Saved entries
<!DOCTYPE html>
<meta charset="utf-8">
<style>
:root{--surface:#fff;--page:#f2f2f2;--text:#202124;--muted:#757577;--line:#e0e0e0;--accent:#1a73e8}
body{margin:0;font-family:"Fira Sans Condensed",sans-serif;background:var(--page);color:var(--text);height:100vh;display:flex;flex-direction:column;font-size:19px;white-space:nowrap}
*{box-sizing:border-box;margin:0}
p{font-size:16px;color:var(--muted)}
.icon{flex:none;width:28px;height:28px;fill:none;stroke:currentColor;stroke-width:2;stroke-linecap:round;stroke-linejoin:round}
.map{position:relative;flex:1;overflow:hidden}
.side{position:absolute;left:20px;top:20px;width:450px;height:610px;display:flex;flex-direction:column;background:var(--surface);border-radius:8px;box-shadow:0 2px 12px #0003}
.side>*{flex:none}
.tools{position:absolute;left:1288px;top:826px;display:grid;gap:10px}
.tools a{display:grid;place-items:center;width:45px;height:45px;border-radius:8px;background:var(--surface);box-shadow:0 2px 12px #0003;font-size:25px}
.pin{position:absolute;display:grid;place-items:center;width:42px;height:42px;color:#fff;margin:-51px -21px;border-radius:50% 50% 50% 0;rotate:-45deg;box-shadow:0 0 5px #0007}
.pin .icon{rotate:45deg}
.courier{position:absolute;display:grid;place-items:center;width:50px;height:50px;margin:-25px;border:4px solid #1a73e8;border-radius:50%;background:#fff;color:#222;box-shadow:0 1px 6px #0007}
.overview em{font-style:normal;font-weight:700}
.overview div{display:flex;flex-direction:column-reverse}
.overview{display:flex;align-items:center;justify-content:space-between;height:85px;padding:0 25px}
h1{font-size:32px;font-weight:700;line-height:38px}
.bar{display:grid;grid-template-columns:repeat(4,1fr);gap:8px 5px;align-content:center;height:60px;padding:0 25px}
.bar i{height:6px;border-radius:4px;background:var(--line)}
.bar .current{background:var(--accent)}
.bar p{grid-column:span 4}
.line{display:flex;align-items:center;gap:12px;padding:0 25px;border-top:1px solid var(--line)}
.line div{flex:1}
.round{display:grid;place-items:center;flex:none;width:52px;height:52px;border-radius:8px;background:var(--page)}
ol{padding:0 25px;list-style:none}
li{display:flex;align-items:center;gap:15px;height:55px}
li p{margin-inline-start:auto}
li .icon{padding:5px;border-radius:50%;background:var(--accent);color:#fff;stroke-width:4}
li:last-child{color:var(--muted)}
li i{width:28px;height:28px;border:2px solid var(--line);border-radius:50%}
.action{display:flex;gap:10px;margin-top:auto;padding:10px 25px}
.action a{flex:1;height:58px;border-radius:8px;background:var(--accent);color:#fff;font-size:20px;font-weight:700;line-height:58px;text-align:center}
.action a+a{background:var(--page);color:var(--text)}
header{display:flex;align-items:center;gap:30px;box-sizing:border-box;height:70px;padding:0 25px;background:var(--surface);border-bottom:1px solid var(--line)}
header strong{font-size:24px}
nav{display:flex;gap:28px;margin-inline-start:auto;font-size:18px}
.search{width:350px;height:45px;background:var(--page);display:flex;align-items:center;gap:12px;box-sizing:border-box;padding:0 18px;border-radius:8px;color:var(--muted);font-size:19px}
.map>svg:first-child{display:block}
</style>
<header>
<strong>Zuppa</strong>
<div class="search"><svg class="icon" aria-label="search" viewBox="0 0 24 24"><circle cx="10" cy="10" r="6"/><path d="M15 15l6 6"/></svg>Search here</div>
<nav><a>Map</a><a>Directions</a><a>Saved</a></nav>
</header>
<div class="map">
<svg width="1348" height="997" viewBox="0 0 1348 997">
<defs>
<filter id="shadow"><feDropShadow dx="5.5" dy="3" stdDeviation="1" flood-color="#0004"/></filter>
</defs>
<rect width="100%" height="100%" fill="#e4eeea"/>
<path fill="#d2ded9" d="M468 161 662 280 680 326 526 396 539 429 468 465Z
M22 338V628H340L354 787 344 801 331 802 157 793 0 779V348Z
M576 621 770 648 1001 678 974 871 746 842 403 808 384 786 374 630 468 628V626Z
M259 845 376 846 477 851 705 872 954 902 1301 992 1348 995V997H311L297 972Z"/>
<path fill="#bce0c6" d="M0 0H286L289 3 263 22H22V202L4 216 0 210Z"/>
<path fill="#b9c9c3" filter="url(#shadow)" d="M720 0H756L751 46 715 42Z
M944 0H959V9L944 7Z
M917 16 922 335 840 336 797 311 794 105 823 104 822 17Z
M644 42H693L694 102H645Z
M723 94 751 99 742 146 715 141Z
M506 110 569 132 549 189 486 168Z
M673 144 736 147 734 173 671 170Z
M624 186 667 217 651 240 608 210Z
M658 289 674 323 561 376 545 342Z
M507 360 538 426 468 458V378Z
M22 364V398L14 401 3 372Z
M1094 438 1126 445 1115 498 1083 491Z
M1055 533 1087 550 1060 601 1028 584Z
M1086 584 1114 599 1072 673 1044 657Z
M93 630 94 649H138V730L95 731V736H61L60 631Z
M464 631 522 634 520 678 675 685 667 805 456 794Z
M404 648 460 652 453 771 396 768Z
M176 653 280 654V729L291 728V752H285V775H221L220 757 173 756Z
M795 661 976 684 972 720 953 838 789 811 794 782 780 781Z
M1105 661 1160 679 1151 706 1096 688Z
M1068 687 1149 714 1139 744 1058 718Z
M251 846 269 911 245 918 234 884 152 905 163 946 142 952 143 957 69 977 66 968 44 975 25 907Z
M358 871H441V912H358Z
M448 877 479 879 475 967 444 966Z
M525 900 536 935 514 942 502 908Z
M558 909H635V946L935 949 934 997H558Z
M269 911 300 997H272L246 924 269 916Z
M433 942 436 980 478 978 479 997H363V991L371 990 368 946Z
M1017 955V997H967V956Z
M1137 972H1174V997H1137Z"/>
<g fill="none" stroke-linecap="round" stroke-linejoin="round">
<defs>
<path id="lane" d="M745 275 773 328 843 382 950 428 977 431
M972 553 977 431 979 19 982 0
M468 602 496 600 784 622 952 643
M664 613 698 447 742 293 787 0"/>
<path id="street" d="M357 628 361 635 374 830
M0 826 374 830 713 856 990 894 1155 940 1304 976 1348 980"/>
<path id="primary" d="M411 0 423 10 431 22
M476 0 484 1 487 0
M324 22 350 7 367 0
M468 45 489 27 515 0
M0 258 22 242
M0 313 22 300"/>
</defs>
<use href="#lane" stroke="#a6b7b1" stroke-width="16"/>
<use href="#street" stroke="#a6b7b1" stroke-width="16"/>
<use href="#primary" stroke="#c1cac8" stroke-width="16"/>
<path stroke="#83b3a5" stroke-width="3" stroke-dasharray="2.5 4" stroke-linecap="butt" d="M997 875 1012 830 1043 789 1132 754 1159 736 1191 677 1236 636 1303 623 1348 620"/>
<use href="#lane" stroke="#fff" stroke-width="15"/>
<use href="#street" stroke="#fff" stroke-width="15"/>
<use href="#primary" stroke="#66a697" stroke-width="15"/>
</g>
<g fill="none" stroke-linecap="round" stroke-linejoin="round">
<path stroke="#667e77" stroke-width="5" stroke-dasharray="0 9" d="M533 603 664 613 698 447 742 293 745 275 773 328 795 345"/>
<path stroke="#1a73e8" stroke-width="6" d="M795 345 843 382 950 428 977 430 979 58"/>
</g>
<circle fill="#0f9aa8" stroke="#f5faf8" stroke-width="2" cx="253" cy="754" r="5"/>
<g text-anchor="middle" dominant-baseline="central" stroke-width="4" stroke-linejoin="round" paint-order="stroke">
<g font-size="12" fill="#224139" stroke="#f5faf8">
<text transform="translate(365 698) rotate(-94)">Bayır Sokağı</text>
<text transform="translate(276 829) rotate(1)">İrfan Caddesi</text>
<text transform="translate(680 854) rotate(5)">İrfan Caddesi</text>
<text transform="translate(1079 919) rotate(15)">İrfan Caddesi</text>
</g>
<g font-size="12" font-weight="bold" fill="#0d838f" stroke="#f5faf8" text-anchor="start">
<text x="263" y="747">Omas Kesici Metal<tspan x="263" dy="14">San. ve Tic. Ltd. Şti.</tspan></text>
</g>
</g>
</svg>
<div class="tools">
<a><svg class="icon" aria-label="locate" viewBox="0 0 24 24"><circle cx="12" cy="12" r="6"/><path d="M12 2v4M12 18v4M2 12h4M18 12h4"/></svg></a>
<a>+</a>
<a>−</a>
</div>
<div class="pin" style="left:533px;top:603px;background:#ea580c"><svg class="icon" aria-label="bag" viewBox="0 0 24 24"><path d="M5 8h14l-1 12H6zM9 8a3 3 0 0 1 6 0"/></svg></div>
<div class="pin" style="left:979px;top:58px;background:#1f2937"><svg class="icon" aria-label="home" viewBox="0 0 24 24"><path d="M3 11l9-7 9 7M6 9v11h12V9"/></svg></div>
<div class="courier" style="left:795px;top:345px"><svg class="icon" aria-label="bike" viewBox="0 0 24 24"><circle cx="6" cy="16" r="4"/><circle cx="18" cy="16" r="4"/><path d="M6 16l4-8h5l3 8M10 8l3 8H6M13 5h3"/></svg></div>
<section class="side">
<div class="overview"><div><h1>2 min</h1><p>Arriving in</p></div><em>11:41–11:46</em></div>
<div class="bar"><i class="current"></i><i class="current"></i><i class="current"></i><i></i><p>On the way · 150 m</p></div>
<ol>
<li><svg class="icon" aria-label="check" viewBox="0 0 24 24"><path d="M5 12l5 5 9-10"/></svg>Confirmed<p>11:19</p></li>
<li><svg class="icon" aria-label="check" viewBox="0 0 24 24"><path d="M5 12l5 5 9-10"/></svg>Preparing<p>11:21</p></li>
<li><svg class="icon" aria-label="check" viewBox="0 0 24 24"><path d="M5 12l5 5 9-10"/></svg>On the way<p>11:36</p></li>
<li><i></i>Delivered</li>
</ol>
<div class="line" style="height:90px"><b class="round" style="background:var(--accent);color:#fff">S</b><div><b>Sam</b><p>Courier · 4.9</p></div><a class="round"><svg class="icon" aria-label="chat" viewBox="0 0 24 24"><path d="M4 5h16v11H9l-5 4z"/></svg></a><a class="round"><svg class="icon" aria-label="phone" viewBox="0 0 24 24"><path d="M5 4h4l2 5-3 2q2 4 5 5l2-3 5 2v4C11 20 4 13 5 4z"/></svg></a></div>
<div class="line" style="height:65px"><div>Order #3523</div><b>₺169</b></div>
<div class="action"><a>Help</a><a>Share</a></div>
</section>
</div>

→ Your goal: Across the entries, tally every line that contains the word "linejoin" and report the sum by itself.

→ Response box: 4